Tarhe mother and father of Nicholas Provenza, who was shot and killed by a police officer after he escaped from Largo Medical Center, have filed a wrongful death lawsuit against the hospital.
In May 2017, police committed Provenza to Largo Medical Center because he was in the middle of a psychotic break. However, he managed to escape from the hospital and was wandering freely outside. When his father, Charlie Provenza, found out, he drove all around Largo looking for him. Unfortunately, 18 hours later, he found out that his son was shot and killed by a police officer.

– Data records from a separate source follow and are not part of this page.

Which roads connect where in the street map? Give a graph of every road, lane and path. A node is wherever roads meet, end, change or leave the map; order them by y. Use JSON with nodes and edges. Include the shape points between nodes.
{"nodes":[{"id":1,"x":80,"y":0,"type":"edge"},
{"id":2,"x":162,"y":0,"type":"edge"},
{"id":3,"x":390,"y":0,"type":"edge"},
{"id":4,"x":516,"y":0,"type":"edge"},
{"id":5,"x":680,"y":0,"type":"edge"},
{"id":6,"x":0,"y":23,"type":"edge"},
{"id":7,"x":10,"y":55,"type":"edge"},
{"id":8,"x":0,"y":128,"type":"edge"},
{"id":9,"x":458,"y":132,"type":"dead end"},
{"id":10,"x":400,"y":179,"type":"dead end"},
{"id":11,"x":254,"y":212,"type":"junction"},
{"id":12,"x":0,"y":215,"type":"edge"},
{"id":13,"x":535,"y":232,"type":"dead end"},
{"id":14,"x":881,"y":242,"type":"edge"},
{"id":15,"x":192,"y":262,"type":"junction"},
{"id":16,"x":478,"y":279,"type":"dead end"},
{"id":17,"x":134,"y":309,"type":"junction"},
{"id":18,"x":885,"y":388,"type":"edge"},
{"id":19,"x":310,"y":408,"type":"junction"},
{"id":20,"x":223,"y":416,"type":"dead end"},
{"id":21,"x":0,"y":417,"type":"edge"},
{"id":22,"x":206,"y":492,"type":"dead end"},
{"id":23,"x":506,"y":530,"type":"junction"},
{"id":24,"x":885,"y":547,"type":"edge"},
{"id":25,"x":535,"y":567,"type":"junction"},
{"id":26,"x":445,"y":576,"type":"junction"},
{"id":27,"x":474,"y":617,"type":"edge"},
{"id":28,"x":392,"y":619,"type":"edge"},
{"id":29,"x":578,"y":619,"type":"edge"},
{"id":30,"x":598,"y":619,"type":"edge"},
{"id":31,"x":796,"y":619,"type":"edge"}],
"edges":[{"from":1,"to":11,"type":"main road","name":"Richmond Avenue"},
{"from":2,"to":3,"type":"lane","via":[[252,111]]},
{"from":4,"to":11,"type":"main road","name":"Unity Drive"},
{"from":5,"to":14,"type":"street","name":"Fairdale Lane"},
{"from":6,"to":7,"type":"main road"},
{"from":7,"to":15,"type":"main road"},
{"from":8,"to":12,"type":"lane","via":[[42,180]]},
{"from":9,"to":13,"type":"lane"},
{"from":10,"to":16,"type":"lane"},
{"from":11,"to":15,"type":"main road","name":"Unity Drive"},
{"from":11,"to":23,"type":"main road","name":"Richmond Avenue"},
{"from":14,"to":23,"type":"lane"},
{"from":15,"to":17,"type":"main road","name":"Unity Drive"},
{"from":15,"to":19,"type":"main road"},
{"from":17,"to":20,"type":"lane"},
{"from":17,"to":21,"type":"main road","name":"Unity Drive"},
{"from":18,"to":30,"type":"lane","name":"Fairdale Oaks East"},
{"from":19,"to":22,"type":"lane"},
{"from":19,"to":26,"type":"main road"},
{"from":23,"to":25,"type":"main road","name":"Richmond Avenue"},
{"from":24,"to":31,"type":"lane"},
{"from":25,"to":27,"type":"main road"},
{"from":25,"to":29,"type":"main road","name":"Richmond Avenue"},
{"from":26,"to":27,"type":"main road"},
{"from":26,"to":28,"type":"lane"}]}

Nicholas Provenza was at a charity car show in downtown Tarpon Springs when police officer Scott MacIsaac confronted him. He heard reports that Provenza was bothering customers at a nearby shop. MacIsaac saw Provenza reach into his pocket and pull out a homemade shank. Provenza didn’t listen to the officer’s request to drop it and lunged toward him. MacIsaac shot him three times.
Provenza had schizoaffective disorder: bipolar type, a mental disorder with symptoms including paranoia, delusions and severe mood swings. He had been admitted to the hospital for his illness more than two dozen times before.
Provenza’s father and mother believe that if he was properly supervised at the hospital, he wouldn’t have escaped through an ambulance bay door and walked around freely in a psychotic state for 18 hours.
The 25-year-old wasn’t in the psychiatric unit where he should have been place. Instead, he was in the emergency room and watched by a nurse. When the nurse stepped away to do something else, he managed to escape in just his hospital gown and boxers.
“It’s a no-brainer,” Charlie Provenza said. “Your son is taken away in a police car in handcuffs. You think that level of security follows through to where he’s medicated and stable at the hospital.”
Provenza’s family want to see changes implemented to the hospital policies.
“That’s the purpose of the lawsuit,” Lance Block, the family’s lawyer, said. “It sends a message to this facility to take this type of situation seriously, and it sends a message to other facilities around the state that if you’re going to … hold yourself out as an institution capable of providing Baker Act services, then the public has a right to take you at your word at it.”